(Beginning of Input for this task)

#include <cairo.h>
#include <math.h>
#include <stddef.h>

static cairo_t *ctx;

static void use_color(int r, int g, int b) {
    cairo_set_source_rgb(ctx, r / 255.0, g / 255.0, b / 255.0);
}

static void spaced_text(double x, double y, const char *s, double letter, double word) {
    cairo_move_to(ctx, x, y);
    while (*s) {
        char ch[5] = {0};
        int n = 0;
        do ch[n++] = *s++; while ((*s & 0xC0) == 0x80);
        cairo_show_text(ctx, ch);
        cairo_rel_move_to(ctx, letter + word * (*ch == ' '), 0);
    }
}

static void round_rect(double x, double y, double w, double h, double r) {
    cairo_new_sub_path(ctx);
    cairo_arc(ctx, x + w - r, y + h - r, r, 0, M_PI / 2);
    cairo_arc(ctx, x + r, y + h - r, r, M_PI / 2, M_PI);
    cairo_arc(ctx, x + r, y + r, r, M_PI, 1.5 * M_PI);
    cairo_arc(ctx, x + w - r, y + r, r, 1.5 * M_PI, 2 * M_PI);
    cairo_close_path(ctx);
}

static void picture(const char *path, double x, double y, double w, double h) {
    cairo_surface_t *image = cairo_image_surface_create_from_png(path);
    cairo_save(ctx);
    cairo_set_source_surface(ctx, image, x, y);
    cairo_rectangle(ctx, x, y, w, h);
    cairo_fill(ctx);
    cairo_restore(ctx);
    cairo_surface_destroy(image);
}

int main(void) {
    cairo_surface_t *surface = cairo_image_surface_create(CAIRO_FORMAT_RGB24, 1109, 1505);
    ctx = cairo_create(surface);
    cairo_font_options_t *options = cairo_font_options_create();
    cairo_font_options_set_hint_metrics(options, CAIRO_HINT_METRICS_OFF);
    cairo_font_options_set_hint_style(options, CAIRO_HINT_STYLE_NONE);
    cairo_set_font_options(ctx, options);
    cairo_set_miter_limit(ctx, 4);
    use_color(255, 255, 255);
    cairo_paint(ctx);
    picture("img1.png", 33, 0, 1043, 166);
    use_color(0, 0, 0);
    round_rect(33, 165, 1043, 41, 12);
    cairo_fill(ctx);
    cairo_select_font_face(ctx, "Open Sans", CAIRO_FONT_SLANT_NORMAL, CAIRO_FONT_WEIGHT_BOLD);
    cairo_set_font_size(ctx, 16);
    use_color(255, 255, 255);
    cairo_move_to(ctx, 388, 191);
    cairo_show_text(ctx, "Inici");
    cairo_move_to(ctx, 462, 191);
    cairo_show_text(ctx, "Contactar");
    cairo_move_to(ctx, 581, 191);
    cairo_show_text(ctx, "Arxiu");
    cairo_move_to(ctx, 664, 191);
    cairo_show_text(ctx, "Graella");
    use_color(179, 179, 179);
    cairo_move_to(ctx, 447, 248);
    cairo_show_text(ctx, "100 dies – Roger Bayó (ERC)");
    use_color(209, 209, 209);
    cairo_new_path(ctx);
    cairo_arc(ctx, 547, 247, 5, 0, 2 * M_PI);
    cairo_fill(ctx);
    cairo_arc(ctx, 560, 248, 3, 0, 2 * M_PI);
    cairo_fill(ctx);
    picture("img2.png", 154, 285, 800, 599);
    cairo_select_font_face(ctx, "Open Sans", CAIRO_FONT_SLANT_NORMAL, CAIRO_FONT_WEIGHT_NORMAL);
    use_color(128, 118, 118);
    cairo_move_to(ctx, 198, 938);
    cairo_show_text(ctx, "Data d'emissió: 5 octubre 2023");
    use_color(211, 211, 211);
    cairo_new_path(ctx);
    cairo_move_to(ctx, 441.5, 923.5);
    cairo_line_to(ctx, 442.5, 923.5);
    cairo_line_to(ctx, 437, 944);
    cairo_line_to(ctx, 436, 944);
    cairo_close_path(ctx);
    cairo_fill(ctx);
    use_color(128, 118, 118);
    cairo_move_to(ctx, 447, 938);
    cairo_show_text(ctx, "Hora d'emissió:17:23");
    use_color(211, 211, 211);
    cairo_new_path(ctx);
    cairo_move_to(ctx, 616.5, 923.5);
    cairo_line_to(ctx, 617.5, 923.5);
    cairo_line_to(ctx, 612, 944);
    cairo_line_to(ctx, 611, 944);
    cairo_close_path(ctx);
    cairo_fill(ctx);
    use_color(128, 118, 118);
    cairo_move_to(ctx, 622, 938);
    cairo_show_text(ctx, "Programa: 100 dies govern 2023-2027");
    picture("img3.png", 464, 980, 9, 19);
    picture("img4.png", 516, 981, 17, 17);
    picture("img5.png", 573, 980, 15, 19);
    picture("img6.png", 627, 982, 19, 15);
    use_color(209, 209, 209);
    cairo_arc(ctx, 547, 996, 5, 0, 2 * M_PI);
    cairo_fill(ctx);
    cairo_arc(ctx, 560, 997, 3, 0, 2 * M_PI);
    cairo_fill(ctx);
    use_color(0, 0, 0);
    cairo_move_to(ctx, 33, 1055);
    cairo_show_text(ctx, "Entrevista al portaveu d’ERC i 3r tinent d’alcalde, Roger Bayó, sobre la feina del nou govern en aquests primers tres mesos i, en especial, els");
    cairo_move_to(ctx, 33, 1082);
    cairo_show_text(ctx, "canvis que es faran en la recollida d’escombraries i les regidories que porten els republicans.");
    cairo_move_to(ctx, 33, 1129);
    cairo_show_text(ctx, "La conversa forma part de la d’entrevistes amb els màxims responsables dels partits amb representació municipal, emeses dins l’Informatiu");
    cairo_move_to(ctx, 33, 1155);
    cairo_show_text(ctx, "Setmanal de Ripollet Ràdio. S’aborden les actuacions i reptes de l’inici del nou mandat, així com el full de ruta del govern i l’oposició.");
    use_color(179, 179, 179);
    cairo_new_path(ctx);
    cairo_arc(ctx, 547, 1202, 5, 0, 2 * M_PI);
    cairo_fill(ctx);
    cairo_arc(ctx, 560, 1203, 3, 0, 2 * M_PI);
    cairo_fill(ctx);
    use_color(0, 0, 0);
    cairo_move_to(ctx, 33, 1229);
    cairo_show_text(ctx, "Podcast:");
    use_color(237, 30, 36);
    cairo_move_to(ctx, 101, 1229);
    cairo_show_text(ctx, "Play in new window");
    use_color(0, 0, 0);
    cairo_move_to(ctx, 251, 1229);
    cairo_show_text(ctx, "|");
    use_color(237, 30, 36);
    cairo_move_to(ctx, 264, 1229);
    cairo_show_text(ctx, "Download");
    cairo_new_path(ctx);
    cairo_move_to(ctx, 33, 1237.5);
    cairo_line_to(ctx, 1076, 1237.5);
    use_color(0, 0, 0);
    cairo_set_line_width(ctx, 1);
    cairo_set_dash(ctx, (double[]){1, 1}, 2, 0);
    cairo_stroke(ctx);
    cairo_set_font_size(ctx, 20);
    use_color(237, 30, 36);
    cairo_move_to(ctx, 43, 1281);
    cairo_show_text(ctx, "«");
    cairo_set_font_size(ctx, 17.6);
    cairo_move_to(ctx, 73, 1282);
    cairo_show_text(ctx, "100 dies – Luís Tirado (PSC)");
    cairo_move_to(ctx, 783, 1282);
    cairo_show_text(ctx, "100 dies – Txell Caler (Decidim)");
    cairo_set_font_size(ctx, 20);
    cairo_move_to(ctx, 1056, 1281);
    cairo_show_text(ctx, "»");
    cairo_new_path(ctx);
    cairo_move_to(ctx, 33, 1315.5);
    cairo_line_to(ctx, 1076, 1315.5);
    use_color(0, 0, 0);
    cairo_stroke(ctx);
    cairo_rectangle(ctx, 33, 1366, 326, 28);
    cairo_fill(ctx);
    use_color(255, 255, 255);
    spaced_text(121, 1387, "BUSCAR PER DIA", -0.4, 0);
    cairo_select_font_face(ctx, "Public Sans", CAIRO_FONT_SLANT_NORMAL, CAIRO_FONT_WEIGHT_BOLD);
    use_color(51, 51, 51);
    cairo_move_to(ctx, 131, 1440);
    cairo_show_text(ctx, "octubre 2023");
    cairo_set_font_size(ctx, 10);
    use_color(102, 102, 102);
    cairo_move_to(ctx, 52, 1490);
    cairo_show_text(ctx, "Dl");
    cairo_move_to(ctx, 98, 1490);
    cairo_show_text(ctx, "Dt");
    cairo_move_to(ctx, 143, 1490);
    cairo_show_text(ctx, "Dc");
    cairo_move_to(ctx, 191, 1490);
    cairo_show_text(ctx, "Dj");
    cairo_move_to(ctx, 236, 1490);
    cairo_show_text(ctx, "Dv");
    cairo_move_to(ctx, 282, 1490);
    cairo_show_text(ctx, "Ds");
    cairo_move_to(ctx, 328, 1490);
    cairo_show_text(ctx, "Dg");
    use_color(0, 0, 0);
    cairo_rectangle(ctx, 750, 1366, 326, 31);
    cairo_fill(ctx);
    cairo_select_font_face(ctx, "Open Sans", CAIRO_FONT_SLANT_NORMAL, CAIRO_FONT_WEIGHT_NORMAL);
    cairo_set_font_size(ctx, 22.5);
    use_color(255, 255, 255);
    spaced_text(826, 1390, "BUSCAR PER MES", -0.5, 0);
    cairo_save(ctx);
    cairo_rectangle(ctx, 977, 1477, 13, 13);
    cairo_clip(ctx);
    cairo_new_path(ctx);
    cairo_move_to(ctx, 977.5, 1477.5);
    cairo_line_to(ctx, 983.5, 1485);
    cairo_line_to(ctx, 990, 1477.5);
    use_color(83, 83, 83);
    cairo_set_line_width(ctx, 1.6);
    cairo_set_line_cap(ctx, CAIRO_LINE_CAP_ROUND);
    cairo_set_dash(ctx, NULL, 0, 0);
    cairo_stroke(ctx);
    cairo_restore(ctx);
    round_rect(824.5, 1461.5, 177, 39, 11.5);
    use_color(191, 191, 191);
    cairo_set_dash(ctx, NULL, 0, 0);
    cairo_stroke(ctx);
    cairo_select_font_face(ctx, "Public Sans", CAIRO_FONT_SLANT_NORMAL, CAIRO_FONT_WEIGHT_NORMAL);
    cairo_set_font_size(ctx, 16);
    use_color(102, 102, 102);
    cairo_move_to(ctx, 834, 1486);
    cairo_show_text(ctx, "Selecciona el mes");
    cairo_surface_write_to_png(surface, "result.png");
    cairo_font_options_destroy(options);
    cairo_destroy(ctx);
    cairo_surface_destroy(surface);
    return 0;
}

(End of Input for this task)

**Instructions for the task:**
Output each line of the records above exactly, beginning at the first, and stop once the line containing "cairo_arc(ctx, x + r, y + h" has been output.

**Output for this task:**
#include <cairo.h>
#include <math.h>
#include <stddef.h>

static cairo_t *ctx;

static void use_color(int r, int g, int b) {
    cairo_set_source_rgb(ctx, r / 255.0, g / 255.0, b / 255.0);
}

static void spaced_text(double x, double y, const char *s, double letter, double word) {
    cairo_move_to(ctx, x, y);
    while (*s) {
        char ch[5] = {0};
        int n = 0;
        do ch[n++] = *s++; while ((*s & 0xC0) == 0x80);
        cairo_show_text(ctx, ch);
        cairo_rel_move_to(ctx, letter + word * (*ch == ' '), 0);
    }
}

static void round_rect(double x, double y, double w, double h, double r) {
    cairo_new_sub_path(ctx);
    cairo_arc(ctx, x + w - r, y + h - r, r, 0, M_PI / 2);
    cairo_arc(ctx, x + r, y + h - r, r, M_PI / 2, M_PI);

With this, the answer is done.